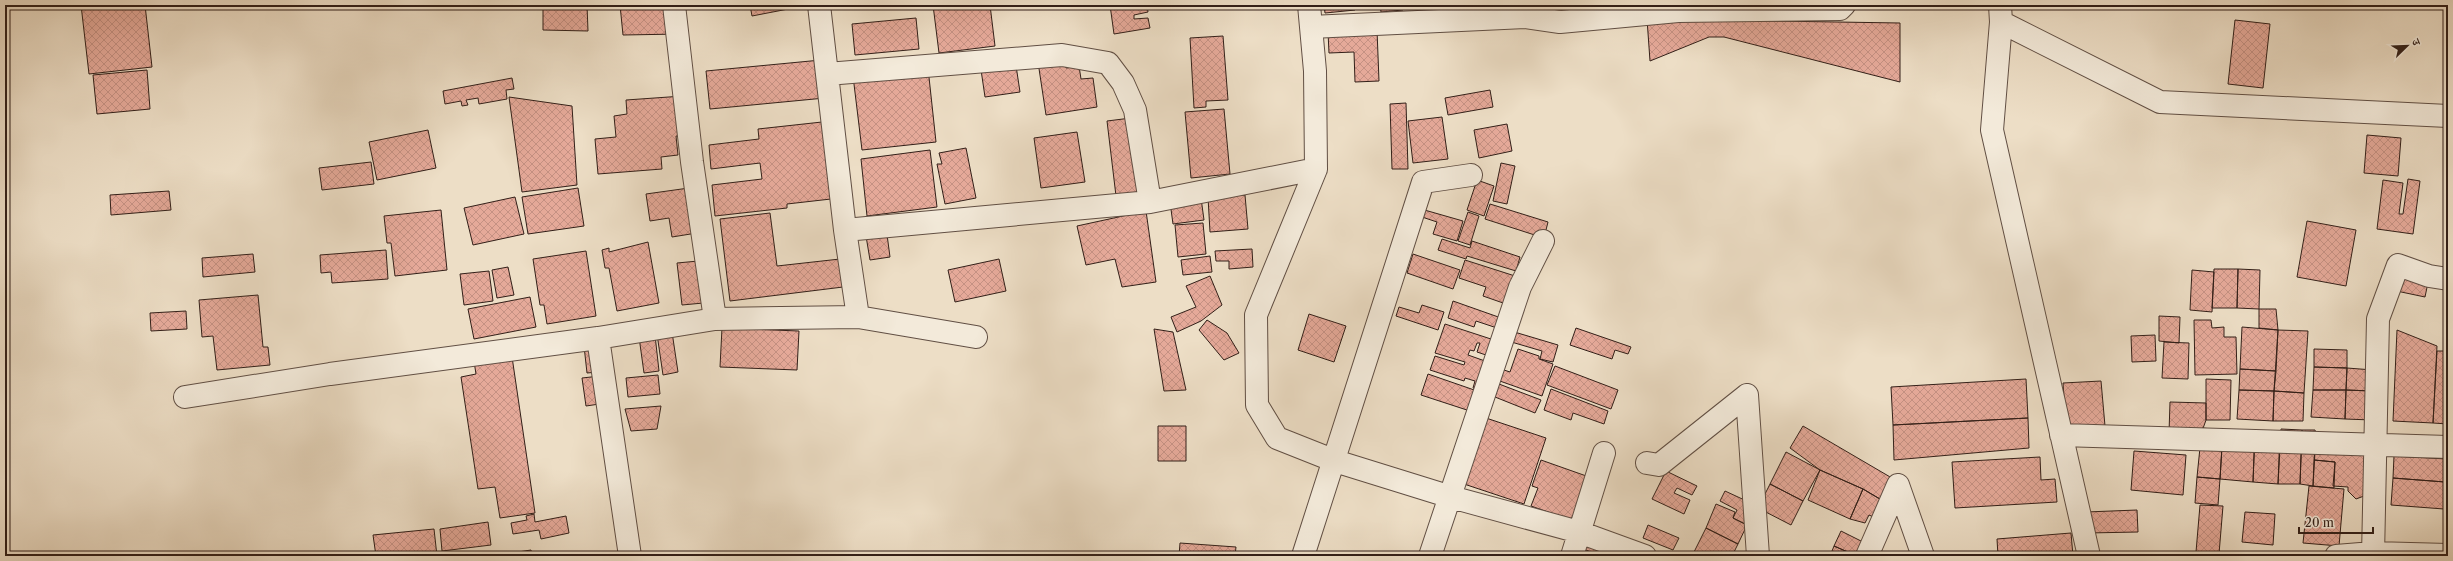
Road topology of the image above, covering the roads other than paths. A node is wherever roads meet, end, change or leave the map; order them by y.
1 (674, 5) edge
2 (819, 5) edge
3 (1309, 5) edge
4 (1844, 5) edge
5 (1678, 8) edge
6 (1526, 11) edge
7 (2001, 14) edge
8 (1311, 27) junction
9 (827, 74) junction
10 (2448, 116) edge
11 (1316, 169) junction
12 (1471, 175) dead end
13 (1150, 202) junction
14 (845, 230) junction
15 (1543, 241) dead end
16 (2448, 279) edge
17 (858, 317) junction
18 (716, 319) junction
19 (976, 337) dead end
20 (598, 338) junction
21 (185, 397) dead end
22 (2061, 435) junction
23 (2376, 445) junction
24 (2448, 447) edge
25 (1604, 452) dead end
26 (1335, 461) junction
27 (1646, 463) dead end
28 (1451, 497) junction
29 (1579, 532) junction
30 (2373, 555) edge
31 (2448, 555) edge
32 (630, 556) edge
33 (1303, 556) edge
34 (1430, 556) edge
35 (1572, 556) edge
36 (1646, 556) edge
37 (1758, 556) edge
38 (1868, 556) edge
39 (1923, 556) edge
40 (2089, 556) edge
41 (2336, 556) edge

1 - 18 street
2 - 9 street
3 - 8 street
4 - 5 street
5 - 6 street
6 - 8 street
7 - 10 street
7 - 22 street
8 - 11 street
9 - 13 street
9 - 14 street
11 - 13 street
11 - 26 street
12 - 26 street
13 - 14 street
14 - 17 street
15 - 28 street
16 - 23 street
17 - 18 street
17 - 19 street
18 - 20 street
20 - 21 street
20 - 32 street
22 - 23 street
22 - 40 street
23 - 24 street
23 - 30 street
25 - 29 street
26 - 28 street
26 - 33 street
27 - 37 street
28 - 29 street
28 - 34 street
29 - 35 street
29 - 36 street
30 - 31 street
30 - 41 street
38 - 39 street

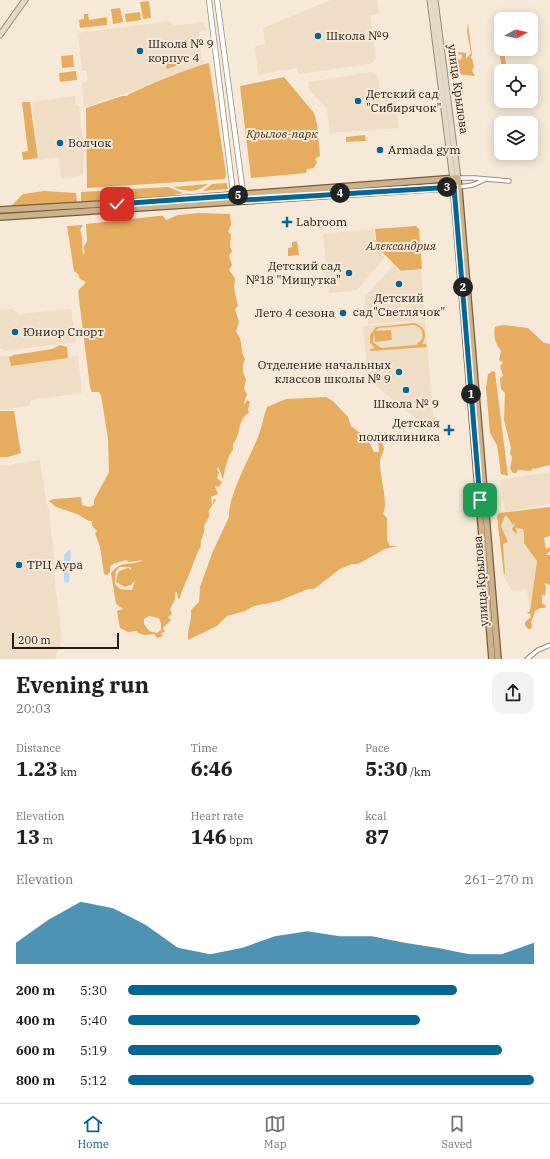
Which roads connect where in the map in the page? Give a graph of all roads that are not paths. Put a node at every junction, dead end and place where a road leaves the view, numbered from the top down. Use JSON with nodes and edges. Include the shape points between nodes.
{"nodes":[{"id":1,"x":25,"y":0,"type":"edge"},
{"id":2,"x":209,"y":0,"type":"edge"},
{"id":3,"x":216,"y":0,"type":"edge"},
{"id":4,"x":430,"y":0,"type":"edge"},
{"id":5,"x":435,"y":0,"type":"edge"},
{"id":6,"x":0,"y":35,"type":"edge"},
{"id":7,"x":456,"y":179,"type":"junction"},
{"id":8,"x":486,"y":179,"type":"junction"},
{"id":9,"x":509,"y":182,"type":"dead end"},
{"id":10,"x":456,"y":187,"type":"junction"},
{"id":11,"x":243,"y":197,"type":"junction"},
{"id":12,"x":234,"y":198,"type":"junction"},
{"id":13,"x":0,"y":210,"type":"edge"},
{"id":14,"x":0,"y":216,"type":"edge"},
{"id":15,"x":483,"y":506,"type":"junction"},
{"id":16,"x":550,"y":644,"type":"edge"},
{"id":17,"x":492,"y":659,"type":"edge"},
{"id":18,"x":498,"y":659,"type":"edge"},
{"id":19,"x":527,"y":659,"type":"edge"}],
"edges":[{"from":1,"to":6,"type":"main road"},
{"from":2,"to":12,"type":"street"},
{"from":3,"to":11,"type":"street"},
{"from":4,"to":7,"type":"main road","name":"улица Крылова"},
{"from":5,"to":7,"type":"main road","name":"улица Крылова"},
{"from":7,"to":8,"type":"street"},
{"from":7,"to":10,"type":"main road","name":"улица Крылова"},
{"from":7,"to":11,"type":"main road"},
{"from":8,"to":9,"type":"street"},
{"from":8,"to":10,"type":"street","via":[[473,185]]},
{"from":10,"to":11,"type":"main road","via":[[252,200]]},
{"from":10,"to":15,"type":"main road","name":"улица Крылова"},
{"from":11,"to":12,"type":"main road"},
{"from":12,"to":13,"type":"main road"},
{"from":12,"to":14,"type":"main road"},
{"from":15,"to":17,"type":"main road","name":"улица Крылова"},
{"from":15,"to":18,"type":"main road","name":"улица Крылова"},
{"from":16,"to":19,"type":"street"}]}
---+---
• [WORK REQUIRED]: All of the lines above should be copied exactly, apart from the pictures.

• [RESULT BELOW]:
Road topology of the image above, covering the roads other than paths. A node is wherever roads meet, end, change or leave the map; order them by y.
1 (674, 5) edge
2 (819, 5) edge
3 (1309, 5) edge
4 (1844, 5) edge
5 (1678, 8) edge
6 (1526, 11) edge
7 (2001, 14) edge
8 (1311, 27) junction
9 (827, 74) junction
10 (2448, 116) edge
11 (1316, 169) junction
12 (1471, 175) dead end
13 (1150, 202) junction
14 (845, 230) junction
15 (1543, 241) dead end
16 (2448, 279) edge
17 (858, 317) junction
18 (716, 319) junction
19 (976, 337) dead end
20 (598, 338) junction
21 (185, 397) dead end
22 (2061, 435) junction
23 (2376, 445) junction
24 (2448, 447) edge
25 (1604, 452) dead end
26 (1335, 461) junction
27 (1646, 463) dead end
28 (1451, 497) junction
29 (1579, 532) junction
30 (2373, 555) edge
31 (2448, 555) edge
32 (630, 556) edge
33 (1303, 556) edge
34 (1430, 556) edge
35 (1572, 556) edge
36 (1646, 556) edge
37 (1758, 556) edge
38 (1868, 556) edge
39 (1923, 556) edge
40 (2089, 556) edge
41 (2336, 556) edge

1 - 18 street
2 - 9 street
3 - 8 street
4 - 5 street
5 - 6 street
6 - 8 street
7 - 10 street
7 - 22 street
8 - 11 street
9 - 13 street
9 - 14 street
11 - 13 street
11 - 26 street
12 - 26 street
13 - 14 street
14 - 17 street
15 - 28 street
16 - 23 street
17 - 18 street
17 - 19 street
18 - 20 street
20 - 21 street
20 - 32 street
22 - 23 street
22 - 40 street
23 - 24 street
23 - 30 street
25 - 29 street
26 - 28 street
26 - 33 street
27 - 37 street
28 - 29 street
28 - 34 street
29 - 35 street
29 - 36 street
30 - 31 street
30 - 41 street
38 - 39 street

Which roads connect where in the map in the page? Give a graph of all roads that are not paths. Put a node at every junction, dead end and place where a road leaves the view, numbered from the top down. Use JSON with nodes and edges. Include the shape points between nodes.
{"nodes":[{"id":1,"x":25,"y":0,"type":"edge"},
{"id":2,"x":209,"y":0,"type":"edge"},
{"id":3,"x":216,"y":0,"type":"edge"},
{"id":4,"x":430,"y":0,"type":"edge"},
{"id":5,"x":435,"y":0,"type":"edge"},
{"id":6,"x":0,"y":35,"type":"edge"},
{"id":7,"x":456,"y":179,"type":"junction"},
{"id":8,"x":486,"y":179,"type":"junction"},
{"id":9,"x":509,"y":182,"type":"dead end"},
{"id":10,"x":456,"y":187,"type":"junction"},
{"id":11,"x":243,"y":197,"type":"junction"},
{"id":12,"x":234,"y":198,"type":"junction"},
{"id":13,"x":0,"y":210,"type":"edge"},
{"id":14,"x":0,"y":216,"type":"edge"},
{"id":15,"x":483,"y":506,"type":"junction"},
{"id":16,"x":550,"y":644,"type":"edge"},
{"id":17,"x":492,"y":659,"type":"edge"},
{"id":18,"x":498,"y":659,"type":"edge"},
{"id":19,"x":527,"y":659,"type":"edge"}],
"edges":[{"from":1,"to":6,"type":"main road"},
{"from":2,"to":12,"type":"street"},
{"from":3,"to":11,"type":"street"},
{"from":4,"to":7,"type":"main road","name":"улица Крылова"},
{"from":5,"to":7,"type":"main road","name":"улица Крылова"},
{"from":7,"to":8,"type":"street"},
{"from":7,"to":10,"type":"main road","name":"улица Крылова"},
{"from":7,"to":11,"type":"main road"},
{"from":8,"to":9,"type":"street"},
{"from":8,"to":10,"type":"street","via":[[473,185]]},
{"from":10,"to":11,"type":"main road","via":[[252,200]]},
{"from":10,"to":15,"type":"main road","name":"улица Крылова"},
{"from":11,"to":12,"type":"main road"},
{"from":12,"to":13,"type":"main road"},
{"from":12,"to":14,"type":"main road"},
{"from":15,"to":17,"type":"main road","name":"улица Крылова"},
{"from":15,"to":18,"type":"main road","name":"улица Крылова"},
{"from":16,"to":19,"type":"street"}]}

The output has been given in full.